"Proper action" is needed to control increasing rates of cyberbullying, according to Newstalk Tech Correspondent Jess Kelly.
This morning, a new study by CyberSafeKids revealed that over 25% of primary school-aged children also experienced harassment online, with girls more likely to be victimised than boys.
Four-in-10 secondary school students also experienced cyberbullying, with almost two-thirds of teachers saying they had dealt with online safety incidents.
The report was carried out between September last year and June this year and included over 5,000 kids aged between eight and 16.
“1 in 4 primary school children have experienced cyberbullying”.
A new study from @CyberSafeKidsIE also found that 40% of children in secondary school faced cyberbullying during the last school year.
Almost two-thirds of teachers said they had dealt with online safety… pic.twitter.com/6c6zp9RLDg
— NewstalkFM (@NewstalkFM) September 5, 2023
Speaking to The Pat Kenny Show, Jess said the findings were "really stark".
"93% of eight to 12-year-olds have a smart device of their own – almost 40% of that cohort use things like TikTok and Snapchat," she said.
"It's worth noting that Snapchat and TikTok's age of requirements is 13."
'Blue in the face'
Jess said the results made for "uncomfortable reading", as online bullying has existed for as long as social media has been in use.

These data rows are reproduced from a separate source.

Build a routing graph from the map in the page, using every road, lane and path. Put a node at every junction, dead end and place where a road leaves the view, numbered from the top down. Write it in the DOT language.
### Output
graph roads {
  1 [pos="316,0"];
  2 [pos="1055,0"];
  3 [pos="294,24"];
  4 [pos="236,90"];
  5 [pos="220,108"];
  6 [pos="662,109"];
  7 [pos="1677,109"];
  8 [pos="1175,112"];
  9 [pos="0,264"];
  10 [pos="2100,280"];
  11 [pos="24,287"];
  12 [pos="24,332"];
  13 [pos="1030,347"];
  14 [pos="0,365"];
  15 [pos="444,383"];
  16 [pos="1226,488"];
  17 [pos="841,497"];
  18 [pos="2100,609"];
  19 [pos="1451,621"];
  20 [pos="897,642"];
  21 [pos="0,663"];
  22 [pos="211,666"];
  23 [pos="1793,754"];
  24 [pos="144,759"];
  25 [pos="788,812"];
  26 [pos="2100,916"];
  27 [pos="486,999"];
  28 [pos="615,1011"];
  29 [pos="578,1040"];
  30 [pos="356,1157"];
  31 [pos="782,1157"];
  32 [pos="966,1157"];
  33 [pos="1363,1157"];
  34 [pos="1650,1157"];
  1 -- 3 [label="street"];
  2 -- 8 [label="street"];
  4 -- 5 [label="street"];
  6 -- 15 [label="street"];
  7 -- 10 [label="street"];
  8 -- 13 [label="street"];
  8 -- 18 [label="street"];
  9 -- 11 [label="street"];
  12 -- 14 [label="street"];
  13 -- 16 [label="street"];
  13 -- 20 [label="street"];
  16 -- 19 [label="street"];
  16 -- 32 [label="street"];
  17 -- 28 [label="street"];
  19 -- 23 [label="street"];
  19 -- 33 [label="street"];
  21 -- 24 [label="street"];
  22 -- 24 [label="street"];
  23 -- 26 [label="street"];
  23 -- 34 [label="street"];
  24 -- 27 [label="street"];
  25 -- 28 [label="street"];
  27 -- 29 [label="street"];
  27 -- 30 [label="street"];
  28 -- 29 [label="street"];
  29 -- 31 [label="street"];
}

"I left school in 2007, and in 2007, there was cyberbullying," she said.
"What has changed in 16 years? Diddly squat, except we've got extra platforms for this to happen on.
"I am blue in the face talking to you and to everybody else on the station about the need for proper action when it comes to cyberbullying."

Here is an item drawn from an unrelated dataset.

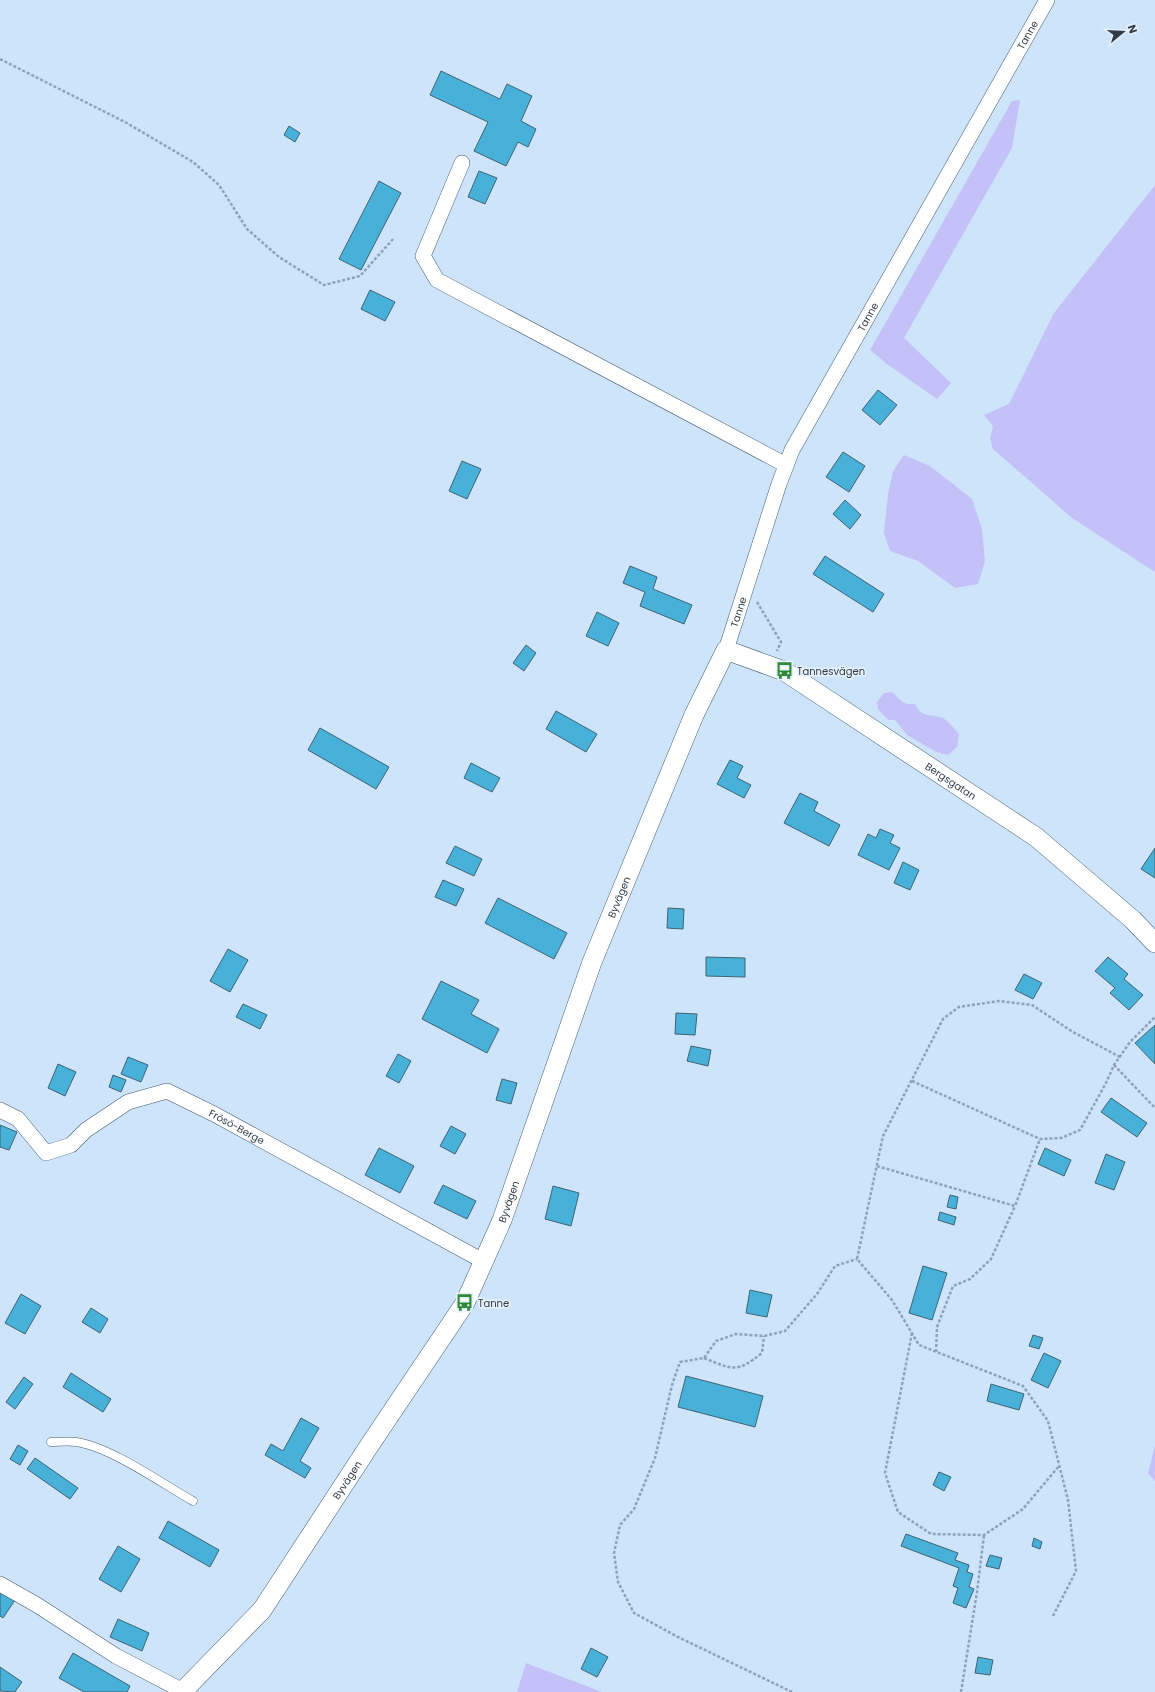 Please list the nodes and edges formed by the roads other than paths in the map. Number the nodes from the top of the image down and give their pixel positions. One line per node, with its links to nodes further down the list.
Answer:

Jess said cyberbullying has "fallen between a few stools".
"Nobody wants to own it and take leadership in this regard," she said.
"We need to have some formal aspects of our education system dedicated towards digital education.
"No kid comes out of the womb holding a phone or a tablet and they shouldn't get their paws on one until a parent is confident in their ability to sit down with the child, talk through the different elements and know what to do as a parent if something goes wrong.
"This is going on too long now."
Teachers and parents
Just under half of the teachers who participated in the study said they did not feel they had sufficient skills to effectively deliver online safety training.
"That's a worry," said Jess. "Parents will say they're not equipped or they can't be helicopter parents all the time and I understand that.
"There are great resources out there like cybersafekids.ie and ispcc.ie."
Jess said children are now learning "life lessons" online that would have been previously taught in the schoolyard.
"The most worrying thing – and I say this as somebody who's 34 and gets online abuse – it is so difficult to deal with because it's the first thing you see in the morning and the last thing you see at night," she said.
"We need to equip our kids better.
"Until somebody takes ownership and leadership in this field and on this issue, we are going to continue to see these stats going up."